- _About this task_
Copy each line below that includes "than".
::: Exercise input :::
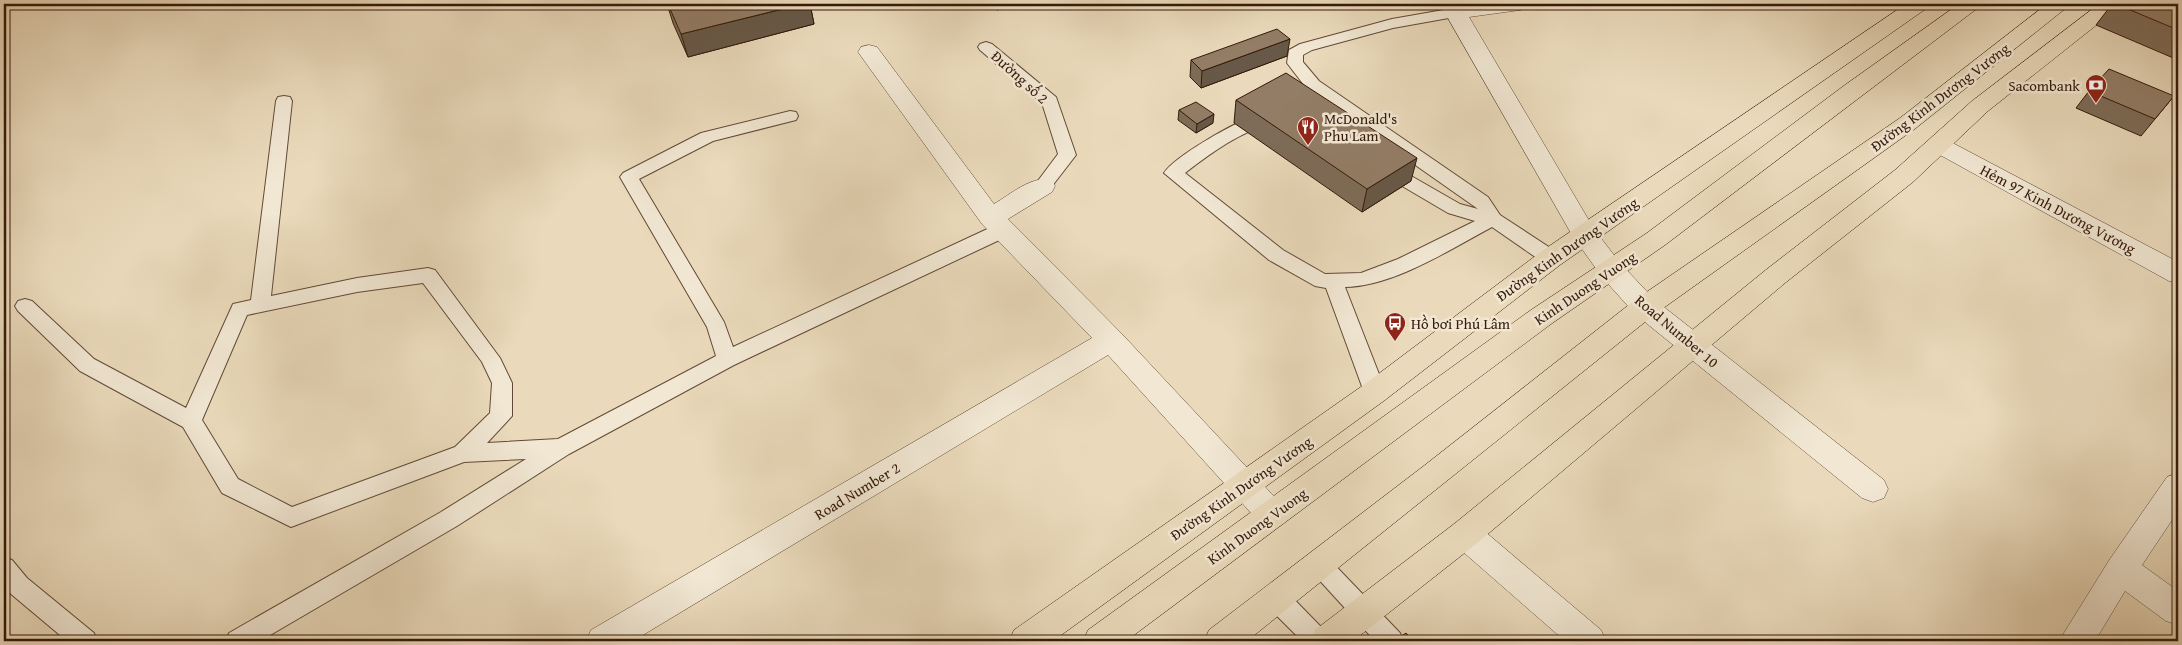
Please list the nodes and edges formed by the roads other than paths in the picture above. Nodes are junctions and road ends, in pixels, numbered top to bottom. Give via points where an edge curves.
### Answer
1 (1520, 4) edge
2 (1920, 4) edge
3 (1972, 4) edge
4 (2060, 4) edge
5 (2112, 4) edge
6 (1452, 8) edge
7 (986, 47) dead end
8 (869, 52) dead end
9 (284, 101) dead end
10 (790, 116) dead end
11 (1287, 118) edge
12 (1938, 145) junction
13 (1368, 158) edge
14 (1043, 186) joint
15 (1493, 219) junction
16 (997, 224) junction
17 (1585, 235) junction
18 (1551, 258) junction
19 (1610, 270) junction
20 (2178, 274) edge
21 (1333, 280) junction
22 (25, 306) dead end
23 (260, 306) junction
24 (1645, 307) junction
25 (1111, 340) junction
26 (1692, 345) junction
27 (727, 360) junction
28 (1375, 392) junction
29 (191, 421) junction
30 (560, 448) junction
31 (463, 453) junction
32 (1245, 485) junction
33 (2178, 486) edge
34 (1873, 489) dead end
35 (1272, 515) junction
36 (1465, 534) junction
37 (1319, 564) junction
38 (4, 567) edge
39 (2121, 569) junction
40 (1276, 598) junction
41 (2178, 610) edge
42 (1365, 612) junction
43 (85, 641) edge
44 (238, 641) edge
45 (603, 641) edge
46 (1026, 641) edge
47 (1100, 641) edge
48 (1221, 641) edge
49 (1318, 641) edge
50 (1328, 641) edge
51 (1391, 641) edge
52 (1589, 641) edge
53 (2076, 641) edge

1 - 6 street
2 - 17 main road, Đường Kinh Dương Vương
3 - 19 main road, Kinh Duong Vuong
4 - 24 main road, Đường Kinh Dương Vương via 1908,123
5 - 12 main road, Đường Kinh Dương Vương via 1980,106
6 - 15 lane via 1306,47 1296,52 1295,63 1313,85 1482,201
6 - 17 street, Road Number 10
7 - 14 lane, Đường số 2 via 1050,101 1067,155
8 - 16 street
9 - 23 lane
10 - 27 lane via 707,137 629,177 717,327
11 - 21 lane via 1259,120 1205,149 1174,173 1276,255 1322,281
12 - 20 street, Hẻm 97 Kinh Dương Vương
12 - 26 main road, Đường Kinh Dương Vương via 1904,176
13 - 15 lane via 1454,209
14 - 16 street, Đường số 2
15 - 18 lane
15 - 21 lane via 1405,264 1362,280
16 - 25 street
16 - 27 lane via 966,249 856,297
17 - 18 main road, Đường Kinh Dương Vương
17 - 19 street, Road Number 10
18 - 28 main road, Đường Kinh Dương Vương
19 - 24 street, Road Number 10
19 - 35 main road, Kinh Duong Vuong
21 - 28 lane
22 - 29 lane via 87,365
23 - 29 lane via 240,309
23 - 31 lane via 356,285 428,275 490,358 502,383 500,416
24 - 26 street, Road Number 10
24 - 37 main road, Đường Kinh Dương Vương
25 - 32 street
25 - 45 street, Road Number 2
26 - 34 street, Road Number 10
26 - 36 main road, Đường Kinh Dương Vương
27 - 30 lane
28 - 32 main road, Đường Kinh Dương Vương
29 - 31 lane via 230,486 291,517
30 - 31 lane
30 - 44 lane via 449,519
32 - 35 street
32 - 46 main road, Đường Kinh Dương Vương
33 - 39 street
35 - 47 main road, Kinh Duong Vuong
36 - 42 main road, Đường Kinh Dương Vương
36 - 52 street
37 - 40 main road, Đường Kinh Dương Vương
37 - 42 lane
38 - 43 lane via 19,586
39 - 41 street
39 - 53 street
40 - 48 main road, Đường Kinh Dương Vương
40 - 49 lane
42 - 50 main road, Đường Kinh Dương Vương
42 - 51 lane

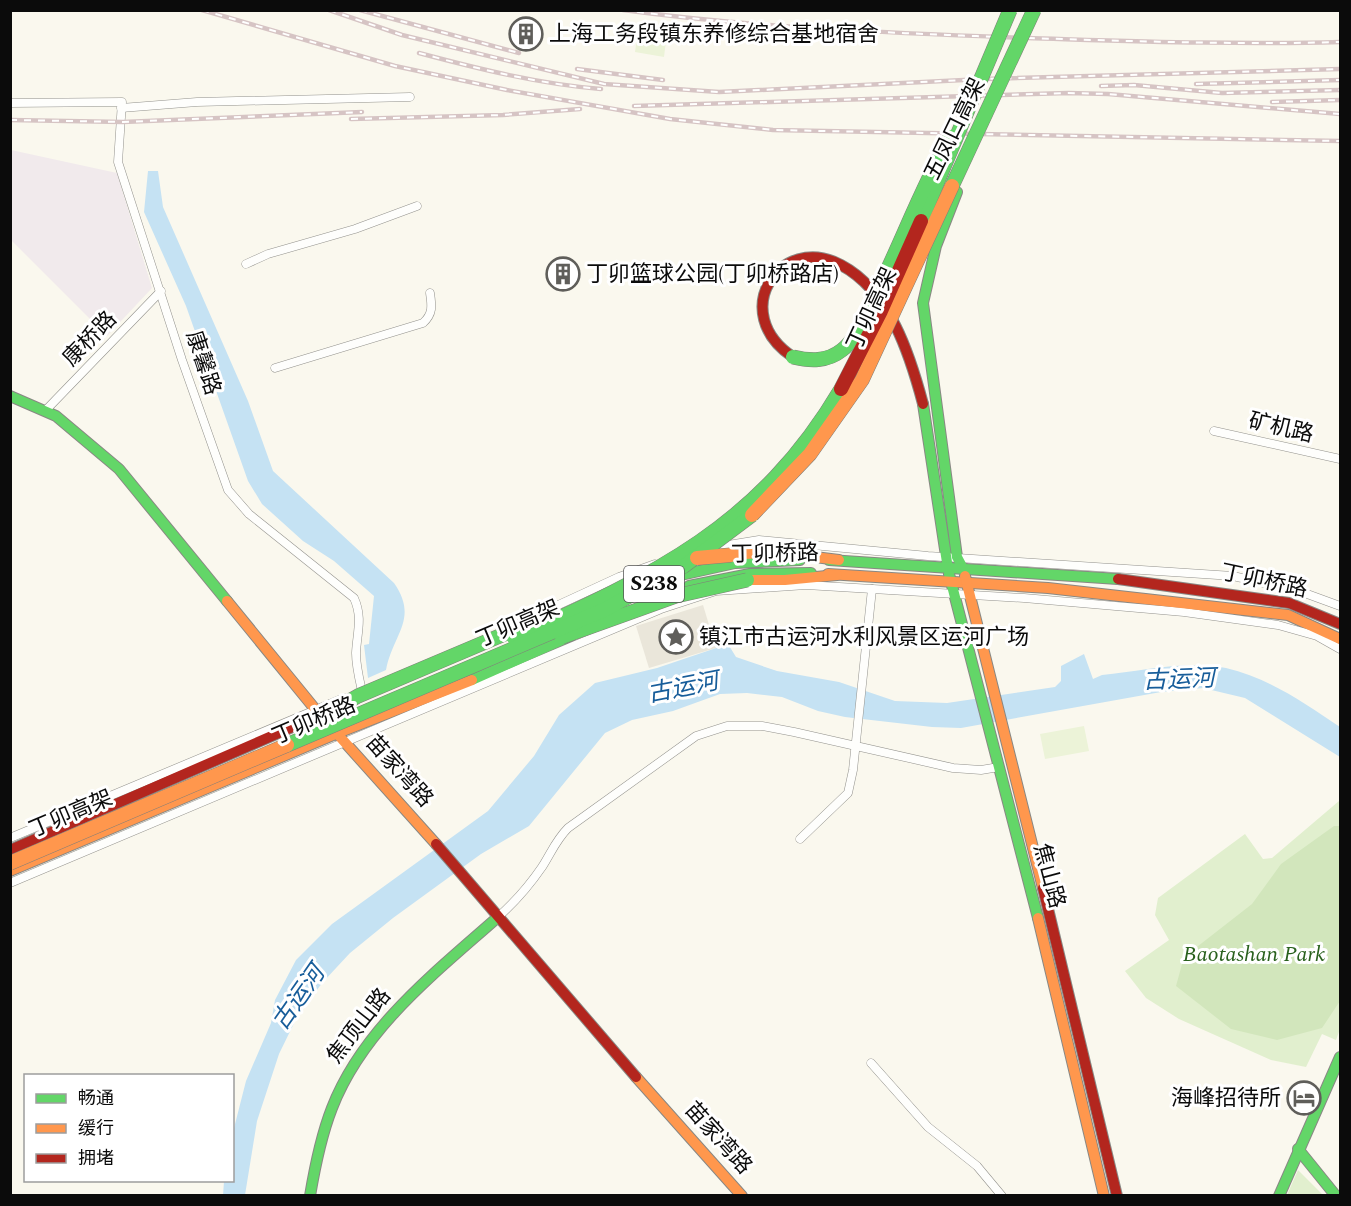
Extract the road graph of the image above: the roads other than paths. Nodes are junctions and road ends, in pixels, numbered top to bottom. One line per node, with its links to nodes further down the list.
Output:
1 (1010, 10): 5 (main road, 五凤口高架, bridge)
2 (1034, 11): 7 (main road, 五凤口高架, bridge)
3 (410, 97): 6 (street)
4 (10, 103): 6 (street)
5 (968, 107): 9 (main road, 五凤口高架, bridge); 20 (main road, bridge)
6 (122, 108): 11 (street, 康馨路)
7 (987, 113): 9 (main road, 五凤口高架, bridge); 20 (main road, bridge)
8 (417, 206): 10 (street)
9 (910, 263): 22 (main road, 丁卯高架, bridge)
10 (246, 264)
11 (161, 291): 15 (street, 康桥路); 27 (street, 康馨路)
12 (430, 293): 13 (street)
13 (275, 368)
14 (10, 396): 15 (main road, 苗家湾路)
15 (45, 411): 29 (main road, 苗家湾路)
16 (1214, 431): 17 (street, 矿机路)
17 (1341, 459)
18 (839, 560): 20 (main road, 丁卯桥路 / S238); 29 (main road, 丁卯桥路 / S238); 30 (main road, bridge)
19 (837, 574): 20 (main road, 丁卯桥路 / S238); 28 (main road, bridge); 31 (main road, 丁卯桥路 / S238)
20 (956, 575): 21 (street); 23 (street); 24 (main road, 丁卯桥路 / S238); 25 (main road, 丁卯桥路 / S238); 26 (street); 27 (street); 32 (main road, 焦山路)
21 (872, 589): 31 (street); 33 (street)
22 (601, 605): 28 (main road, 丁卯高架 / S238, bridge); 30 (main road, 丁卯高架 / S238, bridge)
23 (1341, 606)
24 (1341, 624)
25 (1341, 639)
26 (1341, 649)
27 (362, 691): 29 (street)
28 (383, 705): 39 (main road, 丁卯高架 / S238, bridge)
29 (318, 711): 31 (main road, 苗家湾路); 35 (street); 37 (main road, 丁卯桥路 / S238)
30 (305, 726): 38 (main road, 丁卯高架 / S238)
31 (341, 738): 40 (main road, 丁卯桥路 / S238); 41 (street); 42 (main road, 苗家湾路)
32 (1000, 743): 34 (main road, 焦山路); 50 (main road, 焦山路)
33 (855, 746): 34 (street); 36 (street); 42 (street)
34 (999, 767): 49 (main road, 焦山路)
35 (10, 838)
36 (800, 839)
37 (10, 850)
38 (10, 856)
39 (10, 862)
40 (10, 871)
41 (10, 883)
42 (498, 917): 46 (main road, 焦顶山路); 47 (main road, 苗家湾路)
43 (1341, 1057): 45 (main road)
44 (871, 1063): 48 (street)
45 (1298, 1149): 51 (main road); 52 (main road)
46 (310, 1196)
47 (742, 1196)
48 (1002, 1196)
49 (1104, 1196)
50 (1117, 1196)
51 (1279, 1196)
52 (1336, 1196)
:::
- _Exercise answer_
Please list the nodes and edges formed by the roads other than paths in the picture above. Nodes are junctions and road ends, in pixels, numbered top to bottom. Give via points where an edge curves.
Extract the road graph of the image above: the roads other than paths. Nodes are junctions and road ends, in pixels, numbered top to bottom. One line per node, with its links to nodes further down the list.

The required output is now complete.